[Items listed in a dataset]

*****

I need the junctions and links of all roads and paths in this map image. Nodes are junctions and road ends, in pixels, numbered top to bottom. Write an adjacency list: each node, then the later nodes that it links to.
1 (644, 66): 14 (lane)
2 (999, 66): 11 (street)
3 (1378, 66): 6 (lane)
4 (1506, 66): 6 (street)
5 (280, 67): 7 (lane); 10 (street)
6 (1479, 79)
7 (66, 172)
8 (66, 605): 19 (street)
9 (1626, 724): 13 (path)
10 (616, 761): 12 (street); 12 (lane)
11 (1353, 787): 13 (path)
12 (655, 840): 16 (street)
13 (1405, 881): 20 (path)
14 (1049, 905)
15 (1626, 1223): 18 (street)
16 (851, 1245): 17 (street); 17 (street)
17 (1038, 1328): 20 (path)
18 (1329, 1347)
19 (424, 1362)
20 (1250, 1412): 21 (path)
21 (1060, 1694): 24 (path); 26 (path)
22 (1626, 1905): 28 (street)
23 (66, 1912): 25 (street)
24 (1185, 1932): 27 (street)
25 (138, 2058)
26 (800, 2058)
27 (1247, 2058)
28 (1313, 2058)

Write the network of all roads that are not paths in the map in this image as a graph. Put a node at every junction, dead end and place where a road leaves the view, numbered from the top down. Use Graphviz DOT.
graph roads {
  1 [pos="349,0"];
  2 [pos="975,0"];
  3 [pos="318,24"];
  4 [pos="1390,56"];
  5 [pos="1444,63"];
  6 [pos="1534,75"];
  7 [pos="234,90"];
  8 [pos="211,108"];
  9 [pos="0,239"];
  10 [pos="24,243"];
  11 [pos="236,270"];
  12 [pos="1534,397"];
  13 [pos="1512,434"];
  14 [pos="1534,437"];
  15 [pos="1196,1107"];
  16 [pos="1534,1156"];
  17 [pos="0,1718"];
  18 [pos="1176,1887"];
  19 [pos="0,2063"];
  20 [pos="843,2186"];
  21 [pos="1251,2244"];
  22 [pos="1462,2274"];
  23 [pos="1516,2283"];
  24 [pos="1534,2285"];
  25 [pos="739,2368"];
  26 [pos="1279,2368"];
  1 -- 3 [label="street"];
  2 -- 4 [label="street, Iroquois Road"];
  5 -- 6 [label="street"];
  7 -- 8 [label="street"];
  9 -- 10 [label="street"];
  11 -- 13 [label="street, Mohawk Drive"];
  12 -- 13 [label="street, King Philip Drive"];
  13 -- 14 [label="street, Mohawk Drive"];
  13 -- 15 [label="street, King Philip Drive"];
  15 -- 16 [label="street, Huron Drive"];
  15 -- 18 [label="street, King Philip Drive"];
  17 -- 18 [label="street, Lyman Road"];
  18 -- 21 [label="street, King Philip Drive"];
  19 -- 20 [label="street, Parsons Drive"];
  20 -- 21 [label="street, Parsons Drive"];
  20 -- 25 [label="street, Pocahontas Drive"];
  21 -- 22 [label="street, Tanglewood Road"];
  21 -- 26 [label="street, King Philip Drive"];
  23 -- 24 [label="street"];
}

*****

**Work item**
Every entry above needs to be written out again exactly.

**Response box**
I need the junctions and links of all roads and paths in this map image. Nodes are junctions and road ends, in pixels, numbered top to bottom. Write an adjacency list: each node, then the later nodes that it links to.
1 (644, 66): 14 (lane)
2 (999, 66): 11 (street)
3 (1378, 66): 6 (lane)
4 (1506, 66): 6 (street)
5 (280, 67): 7 (lane); 10 (street)
6 (1479, 79)
7 (66, 172)
8 (66, 605): 19 (street)
9 (1626, 724): 13 (path)
10 (616, 761): 12 (street); 12 (lane)
11 (1353, 787): 13 (path)
12 (655, 840): 16 (street)
13 (1405, 881): 20 (path)
14 (1049, 905)
15 (1626, 1223): 18 (street)
16 (851, 1245): 17 (street); 17 (street)
17 (1038, 1328): 20 (path)
18 (1329, 1347)
19 (424, 1362)
20 (1250, 1412): 21 (path)
21 (1060, 1694): 24 (path); 26 (path)
22 (1626, 1905): 28 (street)
23 (66, 1912): 25 (street)
24 (1185, 1932): 27 (street)
25 (138, 2058)
26 (800, 2058)
27 (1247, 2058)
28 (1313, 2058)

Write the network of all roads that are not paths in the map in this image as a graph. Put a node at every junction, dead end and place where a road leaves the view, numbered from the top down. Use Graphviz DOT.
graph roads {
  1 [pos="349,0"];
  2 [pos="975,0"];
  3 [pos="318,24"];
  4 [pos="1390,56"];
  5 [pos="1444,63"];
  6 [pos="1534,75"];
  7 [pos="234,90"];
  8 [pos="211,108"];
  9 [pos="0,239"];
  10 [pos="24,243"];
  11 [pos="236,270"];
  12 [pos="1534,397"];
  13 [pos="1512,434"];
  14 [pos="1534,437"];
  15 [pos="1196,1107"];
  16 [pos="1534,1156"];
  17 [pos="0,1718"];
  18 [pos="1176,1887"];
  19 [pos="0,2063"];
  20 [pos="843,2186"];
  21 [pos="1251,2244"];
  22 [pos="1462,2274"];
  23 [pos="1516,2283"];
  24 [pos="1534,2285"];
  25 [pos="739,2368"];
  26 [pos="1279,2368"];
  1 -- 3 [label="street"];
  2 -- 4 [label="street, Iroquois Road"];
  5 -- 6 [label="street"];
  7 -- 8 [label="street"];
  9 -- 10 [label="street"];
  11 -- 13 [label="street, Mohawk Drive"];
  12 -- 13 [label="street, King Philip Drive"];
  13 -- 14 [label="street, Mohawk Drive"];
  13 -- 15 [label="street, King Philip Drive"];
  15 -- 16 [label="street, Huron Drive"];
  15 -- 18 [label="street, King Philip Drive"];
  17 -- 18 [label="street, Lyman Road"];
  18 -- 21 [label="street, King Philip Drive"];
  19 -- 20 [label="street, Parsons Drive"];
  20 -- 21 [label="street, Parsons Drive"];
  20 -- 25 [label="street, Pocahontas Drive"];
  21 -- 22 [label="street, Tanglewood Road"];
  21 -- 26 [label="street, King Philip Drive"];
  23 -- 24 [label="street"];
}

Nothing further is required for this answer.